Can you describe how you are when you’re working in the studio?
I don’t speak in a loud voice. Seldom am I in a furious mood at the studio. In the early period of making the film, I asked all relevant units to submit a specific working schedule to ensure smooth co-ordination among them and to maintain discipline in the crew. I welcome every argument, exchange and proposal about the film, but it must be put on the table before we start the filming. There is only one commander in the studio, and the director’s verbal command is an order. I often give instructions for the crew to follow.
What if someone doesn’t follow your instructions, or he thinks he’s right and asks you to follow his lead?
Then he or she would do better to leave the set. Making a film is an industrial production rather than a work of improvisation, like producing a painting or composing a poem!
People often talk about the role of education, reflection, settlement and prediction of cinematic works for social issues. Can your works undertake these ‘tasks’?
For me, a film is a human cultural product about humankind. Social issues cannot be addressed through a film or a newspaper article.
While the country has plenty of pressing issues, you are interested in films about its past – Legend Makers tells a story that happened 44 years ago. Is dealing with the present so difficult and complicated that you’ve decided to ignore it?
No, it is not. I have made two films on current themes so far: Hanoi, Hanoi (2006) and Vu Dieu Tu Than (The Death Dance) (2007).
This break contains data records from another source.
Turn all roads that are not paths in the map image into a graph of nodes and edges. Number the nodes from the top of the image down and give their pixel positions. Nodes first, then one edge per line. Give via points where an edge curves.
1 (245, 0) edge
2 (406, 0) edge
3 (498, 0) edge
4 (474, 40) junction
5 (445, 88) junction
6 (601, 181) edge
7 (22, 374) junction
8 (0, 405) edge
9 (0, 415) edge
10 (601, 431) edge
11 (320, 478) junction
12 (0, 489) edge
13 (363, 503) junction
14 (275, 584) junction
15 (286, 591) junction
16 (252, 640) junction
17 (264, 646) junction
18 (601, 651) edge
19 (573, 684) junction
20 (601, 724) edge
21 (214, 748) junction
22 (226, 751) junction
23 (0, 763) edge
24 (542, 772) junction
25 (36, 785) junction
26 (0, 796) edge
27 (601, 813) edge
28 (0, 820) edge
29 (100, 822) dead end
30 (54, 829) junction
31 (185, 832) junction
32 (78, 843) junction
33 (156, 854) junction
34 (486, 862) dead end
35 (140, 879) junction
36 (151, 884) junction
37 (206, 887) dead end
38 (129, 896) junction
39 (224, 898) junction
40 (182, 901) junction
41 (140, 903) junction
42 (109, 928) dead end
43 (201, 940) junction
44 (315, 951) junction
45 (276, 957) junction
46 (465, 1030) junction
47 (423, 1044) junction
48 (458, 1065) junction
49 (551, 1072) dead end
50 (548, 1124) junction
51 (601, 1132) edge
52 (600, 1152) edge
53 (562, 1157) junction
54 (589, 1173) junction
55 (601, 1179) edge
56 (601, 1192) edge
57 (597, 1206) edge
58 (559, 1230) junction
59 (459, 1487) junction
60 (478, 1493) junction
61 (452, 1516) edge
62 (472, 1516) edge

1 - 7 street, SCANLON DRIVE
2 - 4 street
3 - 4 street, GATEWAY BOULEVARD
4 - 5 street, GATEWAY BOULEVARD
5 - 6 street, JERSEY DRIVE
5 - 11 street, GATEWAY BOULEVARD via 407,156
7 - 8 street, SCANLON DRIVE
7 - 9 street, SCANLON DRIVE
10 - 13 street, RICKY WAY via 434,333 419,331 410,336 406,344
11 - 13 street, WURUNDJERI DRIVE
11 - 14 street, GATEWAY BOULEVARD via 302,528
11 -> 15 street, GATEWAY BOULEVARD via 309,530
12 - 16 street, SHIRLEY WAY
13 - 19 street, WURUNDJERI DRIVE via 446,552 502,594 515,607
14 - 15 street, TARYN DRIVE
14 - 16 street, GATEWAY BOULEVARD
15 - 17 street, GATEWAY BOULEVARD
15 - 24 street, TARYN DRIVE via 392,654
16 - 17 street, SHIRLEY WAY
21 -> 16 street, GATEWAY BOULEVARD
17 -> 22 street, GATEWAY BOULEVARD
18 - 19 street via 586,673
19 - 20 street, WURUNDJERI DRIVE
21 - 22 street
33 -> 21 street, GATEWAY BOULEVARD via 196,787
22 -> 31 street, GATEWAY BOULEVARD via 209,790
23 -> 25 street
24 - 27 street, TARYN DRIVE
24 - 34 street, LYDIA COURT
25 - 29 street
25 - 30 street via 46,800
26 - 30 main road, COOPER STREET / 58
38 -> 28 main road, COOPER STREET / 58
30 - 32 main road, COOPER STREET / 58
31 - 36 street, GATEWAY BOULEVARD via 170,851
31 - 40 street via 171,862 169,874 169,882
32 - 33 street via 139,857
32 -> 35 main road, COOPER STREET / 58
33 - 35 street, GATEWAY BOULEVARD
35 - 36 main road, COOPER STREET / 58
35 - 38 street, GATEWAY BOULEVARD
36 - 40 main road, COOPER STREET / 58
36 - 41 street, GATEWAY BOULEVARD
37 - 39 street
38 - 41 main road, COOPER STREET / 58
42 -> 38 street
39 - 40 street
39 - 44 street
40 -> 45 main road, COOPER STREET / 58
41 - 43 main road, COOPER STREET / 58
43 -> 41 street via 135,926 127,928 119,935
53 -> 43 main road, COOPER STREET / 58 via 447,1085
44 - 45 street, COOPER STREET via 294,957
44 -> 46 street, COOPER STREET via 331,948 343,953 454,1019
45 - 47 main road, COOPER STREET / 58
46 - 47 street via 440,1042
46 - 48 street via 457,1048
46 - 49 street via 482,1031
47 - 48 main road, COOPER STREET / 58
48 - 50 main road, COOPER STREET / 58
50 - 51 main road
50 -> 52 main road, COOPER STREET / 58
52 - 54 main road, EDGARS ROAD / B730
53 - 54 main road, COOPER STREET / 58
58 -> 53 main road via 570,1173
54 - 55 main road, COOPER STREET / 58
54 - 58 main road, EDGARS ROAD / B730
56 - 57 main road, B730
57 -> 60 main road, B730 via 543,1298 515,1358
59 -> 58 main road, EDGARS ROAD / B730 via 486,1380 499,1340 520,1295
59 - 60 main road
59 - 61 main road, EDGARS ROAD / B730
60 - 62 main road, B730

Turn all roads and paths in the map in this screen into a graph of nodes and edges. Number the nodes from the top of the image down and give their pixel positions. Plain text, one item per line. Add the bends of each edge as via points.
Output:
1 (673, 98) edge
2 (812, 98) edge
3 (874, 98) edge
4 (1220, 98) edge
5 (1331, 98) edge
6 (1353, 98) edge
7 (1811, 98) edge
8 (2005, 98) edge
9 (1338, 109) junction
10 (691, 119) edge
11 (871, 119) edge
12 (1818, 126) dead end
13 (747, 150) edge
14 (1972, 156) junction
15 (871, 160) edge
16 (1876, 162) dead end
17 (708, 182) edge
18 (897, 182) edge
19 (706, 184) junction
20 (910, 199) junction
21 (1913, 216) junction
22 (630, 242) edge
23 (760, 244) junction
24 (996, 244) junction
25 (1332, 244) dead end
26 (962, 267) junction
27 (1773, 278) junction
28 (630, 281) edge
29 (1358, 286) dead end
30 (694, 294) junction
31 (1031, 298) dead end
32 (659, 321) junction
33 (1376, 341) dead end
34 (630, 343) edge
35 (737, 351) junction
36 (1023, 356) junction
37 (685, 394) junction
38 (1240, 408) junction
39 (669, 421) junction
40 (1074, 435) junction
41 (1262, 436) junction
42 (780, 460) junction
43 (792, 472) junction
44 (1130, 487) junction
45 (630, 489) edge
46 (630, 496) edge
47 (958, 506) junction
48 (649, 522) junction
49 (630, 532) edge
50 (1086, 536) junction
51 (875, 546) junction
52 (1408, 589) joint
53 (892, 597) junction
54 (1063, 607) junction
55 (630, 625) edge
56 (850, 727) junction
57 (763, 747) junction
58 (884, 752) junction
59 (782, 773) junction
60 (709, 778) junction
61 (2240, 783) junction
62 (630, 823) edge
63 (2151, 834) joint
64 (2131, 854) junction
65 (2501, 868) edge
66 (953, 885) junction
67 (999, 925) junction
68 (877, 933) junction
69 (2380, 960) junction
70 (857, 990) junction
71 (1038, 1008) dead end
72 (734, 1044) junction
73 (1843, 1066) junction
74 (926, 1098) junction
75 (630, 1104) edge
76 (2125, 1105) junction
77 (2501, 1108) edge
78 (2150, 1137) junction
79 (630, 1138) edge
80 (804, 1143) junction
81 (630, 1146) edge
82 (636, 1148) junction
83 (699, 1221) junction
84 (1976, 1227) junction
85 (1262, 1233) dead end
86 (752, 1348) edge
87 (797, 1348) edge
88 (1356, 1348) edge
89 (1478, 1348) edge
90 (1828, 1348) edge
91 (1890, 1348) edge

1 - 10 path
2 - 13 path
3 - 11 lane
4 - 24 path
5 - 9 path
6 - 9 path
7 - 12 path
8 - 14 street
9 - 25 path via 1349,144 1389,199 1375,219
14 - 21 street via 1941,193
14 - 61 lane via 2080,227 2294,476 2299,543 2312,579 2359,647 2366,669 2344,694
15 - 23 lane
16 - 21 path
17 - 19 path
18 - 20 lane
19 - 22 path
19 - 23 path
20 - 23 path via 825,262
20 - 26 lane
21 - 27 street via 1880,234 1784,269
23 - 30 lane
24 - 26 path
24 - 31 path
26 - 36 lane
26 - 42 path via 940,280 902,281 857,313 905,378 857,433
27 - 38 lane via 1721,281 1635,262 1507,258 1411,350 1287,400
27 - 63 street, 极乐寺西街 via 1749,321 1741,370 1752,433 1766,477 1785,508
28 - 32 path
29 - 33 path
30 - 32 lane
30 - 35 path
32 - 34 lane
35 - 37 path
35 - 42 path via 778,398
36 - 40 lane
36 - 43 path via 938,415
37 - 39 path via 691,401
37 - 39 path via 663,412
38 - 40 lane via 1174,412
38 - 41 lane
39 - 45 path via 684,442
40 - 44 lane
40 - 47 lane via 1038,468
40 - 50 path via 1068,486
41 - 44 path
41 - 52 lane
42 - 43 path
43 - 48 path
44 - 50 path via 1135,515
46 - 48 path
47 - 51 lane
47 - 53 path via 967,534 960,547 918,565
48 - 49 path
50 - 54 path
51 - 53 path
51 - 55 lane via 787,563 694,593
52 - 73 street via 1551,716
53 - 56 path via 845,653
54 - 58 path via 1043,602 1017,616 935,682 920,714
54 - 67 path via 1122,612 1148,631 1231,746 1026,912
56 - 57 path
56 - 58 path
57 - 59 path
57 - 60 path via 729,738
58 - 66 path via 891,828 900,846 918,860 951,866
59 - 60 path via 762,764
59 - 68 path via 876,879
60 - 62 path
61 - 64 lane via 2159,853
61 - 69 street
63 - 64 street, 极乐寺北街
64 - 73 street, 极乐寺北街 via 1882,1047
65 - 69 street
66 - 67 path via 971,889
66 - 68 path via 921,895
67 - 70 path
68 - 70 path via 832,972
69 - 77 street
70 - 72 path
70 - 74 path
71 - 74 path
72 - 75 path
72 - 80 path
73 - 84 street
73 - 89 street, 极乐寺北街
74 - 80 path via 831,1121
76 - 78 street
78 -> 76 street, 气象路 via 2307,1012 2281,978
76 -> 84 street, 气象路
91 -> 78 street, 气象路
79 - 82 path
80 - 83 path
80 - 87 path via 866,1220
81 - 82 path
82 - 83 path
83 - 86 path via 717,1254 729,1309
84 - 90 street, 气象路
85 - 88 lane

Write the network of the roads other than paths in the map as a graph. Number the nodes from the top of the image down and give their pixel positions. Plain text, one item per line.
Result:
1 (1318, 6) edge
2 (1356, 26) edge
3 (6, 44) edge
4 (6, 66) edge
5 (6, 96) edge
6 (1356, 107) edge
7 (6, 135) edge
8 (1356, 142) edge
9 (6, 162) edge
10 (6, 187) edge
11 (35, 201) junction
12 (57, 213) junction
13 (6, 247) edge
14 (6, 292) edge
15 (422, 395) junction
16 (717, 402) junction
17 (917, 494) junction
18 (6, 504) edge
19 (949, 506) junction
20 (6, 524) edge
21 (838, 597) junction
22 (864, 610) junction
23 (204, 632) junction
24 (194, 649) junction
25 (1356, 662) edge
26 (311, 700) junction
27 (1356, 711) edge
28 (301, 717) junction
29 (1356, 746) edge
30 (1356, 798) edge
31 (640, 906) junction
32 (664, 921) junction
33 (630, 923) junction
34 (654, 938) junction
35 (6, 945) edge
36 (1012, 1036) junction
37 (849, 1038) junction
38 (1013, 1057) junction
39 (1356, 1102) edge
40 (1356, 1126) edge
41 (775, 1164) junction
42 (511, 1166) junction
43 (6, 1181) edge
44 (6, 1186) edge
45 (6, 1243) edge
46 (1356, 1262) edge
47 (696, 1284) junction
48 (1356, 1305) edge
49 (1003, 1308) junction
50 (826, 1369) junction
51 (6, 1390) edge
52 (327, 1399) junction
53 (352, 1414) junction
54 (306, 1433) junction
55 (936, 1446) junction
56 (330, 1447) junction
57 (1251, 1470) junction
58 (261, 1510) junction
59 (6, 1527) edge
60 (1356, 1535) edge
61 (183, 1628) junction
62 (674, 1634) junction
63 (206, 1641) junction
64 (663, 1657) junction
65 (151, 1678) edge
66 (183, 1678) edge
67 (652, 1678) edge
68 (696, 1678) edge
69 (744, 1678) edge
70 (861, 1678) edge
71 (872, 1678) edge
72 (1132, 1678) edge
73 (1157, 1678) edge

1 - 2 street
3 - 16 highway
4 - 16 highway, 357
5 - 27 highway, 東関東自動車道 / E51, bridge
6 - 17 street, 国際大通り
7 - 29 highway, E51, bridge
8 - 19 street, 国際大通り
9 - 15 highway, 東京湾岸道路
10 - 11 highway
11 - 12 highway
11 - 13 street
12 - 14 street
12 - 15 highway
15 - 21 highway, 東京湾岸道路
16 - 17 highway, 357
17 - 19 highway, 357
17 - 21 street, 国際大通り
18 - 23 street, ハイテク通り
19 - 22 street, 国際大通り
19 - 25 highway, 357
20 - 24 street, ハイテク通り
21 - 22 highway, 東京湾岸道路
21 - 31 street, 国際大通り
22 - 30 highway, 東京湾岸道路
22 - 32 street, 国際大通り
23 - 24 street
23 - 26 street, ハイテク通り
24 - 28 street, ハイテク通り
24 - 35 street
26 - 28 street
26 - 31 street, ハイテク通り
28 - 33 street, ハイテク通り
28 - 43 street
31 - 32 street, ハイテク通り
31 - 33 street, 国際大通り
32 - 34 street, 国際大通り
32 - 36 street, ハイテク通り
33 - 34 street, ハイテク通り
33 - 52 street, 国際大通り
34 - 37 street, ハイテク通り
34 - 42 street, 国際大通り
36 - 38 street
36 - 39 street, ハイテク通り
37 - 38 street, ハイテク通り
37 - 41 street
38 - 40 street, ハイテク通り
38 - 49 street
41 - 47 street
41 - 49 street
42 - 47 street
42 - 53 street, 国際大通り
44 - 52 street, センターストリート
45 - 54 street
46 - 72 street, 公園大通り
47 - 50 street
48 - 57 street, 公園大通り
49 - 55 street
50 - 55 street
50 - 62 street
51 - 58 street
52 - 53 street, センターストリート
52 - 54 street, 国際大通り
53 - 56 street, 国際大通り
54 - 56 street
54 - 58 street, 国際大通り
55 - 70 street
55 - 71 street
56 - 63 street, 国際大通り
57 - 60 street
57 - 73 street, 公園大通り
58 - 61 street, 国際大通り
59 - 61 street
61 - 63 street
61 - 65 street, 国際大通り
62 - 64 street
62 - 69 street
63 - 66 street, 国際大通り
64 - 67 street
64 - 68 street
If filmmakers intend to feature today’s issues, they can deal with works about olden times and wartime. If an artwork does not embrace the breath of life, it cannot be attractive, and it is a failure. A film is a collection of vibrations conveyed from filmmakers to audiences; it does not directly ‘educate’ viewers, but instead inspires their emotions and encourages their civic responsibility.
My films have touched on today’s problems. Legend Makers features many epic sacrifices and it sends a strong message in the context of current pressing issues on the East Sea, national territory, oil and gas. The social issues and one’s attitude to the country urged me to express my patriotism. It is not only featured through words but also through the characters’ destinies, the actors’ performance, the set, audio, score, feel and film arrangement.
Have you ever seen the flag-lowering ceremony in Ba Dinh square? You should see it. At 9 pm, every day, in any weather condition, uniform soldiers at the Ho Chi Minh Mausoleum High Command march in step with military music. It raises a very inspirational emotion within the hearts of spectators, and it really touches my heart.
It seems that you want viewers to think about their responsibilities to their country after watching Legend Makers.
When evaluating a film, film critics often say that it has stolen tears and smiles from the audience. However, this was not my goal in producing Legend Makers. Tears, smiles, or dramatic feelings for a film can happen just once or twice a year. Above all, I want my film to touch the audience’s hearts. Legend Makers moved audiences when it was screened at the Cinematography Department in September, at the National Cinema Centre in September, and at the Lotte Cinema in Ho Chi Minh City in November for journalists and those working in the cinema industry. Although it is an epic cinematic work, I want the audience to have tears welling up in their eyes rather than bursting into tears. It is time for the Vietnamese people to raise a strong spirit rather than tremble with a flabby will.